It is not always easy to look at life positively, especially when you know you have to face those inevitable days that bring with them sad memories.
This time of year, I must be mindful of how I spend my quiet time as it is so easy for me to be locked into the misery of living.
The wintry weather and the ever-present darkness already weigh my soul down, and it takes me a long time to get one foot out of bed.
If I did not start my day off with my devotion and gratitude to God, I would not even be able to function for the rest of the day.
February is a tough month for my family, and we feel a sense of dread from the end of January.
The passing of my Father is on the seventeenth day of February, six days after his birthday. It is not that we forget him throughout the year; it just reminds us more of our significant loss.
I light a candle on both days to pay my respects to his memory and thank God for allowing me to have had such a perfect Father.
I refuse to dwell on his suffering as it would put me in a dark place.
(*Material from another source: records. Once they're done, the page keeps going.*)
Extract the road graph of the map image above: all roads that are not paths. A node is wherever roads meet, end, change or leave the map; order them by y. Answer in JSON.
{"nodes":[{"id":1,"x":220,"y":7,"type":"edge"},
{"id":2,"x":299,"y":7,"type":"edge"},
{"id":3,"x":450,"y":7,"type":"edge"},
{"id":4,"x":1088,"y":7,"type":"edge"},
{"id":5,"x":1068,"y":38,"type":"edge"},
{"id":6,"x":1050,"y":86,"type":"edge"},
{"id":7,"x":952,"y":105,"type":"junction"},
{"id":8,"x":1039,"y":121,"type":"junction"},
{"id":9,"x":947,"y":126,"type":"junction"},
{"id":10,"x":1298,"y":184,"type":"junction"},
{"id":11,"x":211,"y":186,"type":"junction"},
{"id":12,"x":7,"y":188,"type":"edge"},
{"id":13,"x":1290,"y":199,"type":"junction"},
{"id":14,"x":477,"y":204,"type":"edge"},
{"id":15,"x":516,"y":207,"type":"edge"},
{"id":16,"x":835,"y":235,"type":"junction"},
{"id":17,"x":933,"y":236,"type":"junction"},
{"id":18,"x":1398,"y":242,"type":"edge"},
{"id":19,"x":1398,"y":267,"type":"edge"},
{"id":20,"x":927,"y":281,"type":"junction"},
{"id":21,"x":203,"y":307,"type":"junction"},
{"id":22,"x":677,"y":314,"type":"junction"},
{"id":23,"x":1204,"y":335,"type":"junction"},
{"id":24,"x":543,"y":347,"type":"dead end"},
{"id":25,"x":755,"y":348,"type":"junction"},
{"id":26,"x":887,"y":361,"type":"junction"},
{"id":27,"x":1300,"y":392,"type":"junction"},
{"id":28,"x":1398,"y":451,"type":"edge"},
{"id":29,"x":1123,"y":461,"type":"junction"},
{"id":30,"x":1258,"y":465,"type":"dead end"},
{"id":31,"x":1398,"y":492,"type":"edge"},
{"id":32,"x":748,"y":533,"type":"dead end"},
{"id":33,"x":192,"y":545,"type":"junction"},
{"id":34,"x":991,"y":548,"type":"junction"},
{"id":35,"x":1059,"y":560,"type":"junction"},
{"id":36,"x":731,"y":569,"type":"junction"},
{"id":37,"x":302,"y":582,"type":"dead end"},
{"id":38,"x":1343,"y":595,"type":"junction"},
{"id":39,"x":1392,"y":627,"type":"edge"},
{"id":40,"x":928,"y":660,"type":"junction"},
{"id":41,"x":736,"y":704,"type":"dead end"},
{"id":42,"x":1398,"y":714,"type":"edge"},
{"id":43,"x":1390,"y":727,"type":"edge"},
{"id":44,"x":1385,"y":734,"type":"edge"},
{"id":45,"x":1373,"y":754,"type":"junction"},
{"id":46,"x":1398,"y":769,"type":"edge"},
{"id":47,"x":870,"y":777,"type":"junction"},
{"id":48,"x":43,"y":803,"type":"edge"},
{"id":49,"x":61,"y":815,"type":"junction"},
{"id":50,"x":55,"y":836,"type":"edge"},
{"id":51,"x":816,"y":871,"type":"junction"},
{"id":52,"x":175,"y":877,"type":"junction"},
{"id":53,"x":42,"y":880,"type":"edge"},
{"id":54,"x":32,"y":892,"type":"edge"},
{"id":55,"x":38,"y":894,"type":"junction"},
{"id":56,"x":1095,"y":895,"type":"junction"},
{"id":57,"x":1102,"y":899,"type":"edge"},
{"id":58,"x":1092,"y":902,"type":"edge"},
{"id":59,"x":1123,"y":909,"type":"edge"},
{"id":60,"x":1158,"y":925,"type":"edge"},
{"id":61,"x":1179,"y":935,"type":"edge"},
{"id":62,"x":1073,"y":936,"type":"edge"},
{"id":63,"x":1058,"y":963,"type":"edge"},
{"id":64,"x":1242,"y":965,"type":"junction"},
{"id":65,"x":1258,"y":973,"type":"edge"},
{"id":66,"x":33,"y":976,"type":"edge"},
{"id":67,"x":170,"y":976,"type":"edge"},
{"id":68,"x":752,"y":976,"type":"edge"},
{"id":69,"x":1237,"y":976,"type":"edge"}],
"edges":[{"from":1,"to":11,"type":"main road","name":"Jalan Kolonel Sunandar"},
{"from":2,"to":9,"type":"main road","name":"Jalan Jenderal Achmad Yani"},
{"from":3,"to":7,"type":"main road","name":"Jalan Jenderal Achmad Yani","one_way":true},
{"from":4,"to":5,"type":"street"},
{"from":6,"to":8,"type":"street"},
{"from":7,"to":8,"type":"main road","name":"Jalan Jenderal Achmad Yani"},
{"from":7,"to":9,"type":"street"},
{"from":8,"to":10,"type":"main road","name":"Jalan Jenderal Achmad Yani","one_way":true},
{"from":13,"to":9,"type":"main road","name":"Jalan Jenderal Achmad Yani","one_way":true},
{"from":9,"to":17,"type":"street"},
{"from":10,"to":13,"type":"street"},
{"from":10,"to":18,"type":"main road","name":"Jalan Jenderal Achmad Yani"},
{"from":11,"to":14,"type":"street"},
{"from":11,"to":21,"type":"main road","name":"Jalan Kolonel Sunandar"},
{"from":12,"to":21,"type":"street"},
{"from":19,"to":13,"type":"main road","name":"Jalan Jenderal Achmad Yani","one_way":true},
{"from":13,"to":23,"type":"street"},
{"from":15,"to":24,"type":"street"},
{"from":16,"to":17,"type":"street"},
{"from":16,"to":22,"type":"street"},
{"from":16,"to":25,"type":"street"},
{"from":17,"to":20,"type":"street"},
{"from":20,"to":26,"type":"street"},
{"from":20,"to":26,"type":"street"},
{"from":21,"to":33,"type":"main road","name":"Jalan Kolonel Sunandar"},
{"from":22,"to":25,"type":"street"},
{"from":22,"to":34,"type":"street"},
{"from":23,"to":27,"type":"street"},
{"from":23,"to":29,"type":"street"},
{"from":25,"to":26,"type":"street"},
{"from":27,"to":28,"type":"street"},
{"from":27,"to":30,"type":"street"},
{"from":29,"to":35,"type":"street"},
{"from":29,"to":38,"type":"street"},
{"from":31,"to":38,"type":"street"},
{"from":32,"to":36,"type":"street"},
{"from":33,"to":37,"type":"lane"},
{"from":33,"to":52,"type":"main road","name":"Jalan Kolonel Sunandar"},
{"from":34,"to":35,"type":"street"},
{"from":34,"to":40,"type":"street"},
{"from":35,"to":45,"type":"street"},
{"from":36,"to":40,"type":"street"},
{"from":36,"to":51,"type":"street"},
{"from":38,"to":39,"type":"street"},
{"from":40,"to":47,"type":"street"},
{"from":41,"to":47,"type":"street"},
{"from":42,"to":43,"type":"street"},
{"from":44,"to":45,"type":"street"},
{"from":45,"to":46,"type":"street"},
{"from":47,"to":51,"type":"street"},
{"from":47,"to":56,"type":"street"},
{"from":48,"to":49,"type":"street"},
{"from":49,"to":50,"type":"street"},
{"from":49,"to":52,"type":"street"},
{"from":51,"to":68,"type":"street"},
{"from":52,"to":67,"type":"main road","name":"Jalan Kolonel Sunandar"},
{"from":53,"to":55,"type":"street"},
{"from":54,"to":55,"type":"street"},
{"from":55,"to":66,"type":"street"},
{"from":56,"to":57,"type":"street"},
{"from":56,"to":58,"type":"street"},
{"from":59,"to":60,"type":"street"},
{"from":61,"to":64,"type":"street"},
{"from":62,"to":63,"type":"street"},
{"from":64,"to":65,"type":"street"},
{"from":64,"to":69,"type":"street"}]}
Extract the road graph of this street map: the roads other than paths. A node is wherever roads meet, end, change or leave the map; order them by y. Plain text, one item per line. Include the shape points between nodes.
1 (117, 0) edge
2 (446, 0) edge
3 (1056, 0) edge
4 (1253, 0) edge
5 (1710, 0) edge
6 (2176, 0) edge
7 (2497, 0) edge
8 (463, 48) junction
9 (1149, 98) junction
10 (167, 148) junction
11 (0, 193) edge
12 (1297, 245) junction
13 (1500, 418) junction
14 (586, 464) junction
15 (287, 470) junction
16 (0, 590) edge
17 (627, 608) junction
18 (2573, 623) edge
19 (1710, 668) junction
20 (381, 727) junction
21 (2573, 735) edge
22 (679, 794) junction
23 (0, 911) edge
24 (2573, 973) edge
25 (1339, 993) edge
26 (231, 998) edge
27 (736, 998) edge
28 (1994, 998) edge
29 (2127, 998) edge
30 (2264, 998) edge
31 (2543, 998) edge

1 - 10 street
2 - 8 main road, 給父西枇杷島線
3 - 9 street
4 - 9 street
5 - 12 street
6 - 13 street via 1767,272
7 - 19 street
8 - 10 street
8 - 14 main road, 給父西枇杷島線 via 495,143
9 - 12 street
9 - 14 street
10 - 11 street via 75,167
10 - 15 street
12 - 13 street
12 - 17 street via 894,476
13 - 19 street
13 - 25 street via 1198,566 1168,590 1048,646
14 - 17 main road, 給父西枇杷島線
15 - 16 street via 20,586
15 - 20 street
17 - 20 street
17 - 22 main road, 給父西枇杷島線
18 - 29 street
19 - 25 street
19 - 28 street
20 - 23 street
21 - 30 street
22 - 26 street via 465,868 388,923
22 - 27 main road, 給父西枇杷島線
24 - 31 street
I choose to spend those two days away from any triggers.
I could go on about how alone I feel without my Father, friend and confidante, but it would be out of self-pity that l would be sitting down and staring at the wall.
I loved him more than life itself, but I must be strong to continue the work I am doing for the good of his memory.
I am very fortunate to have had a loving father for most of my life, and I can only speak of my gratitude and the excellent advice he gave me.
So there is always a sense of positivity we can find in one of the most challenging days of our life if we try.
Sadness is always at the forefront, but we must try to remember the good times, in my case, the majority of his existence in my life.
In everything, there must be a balance.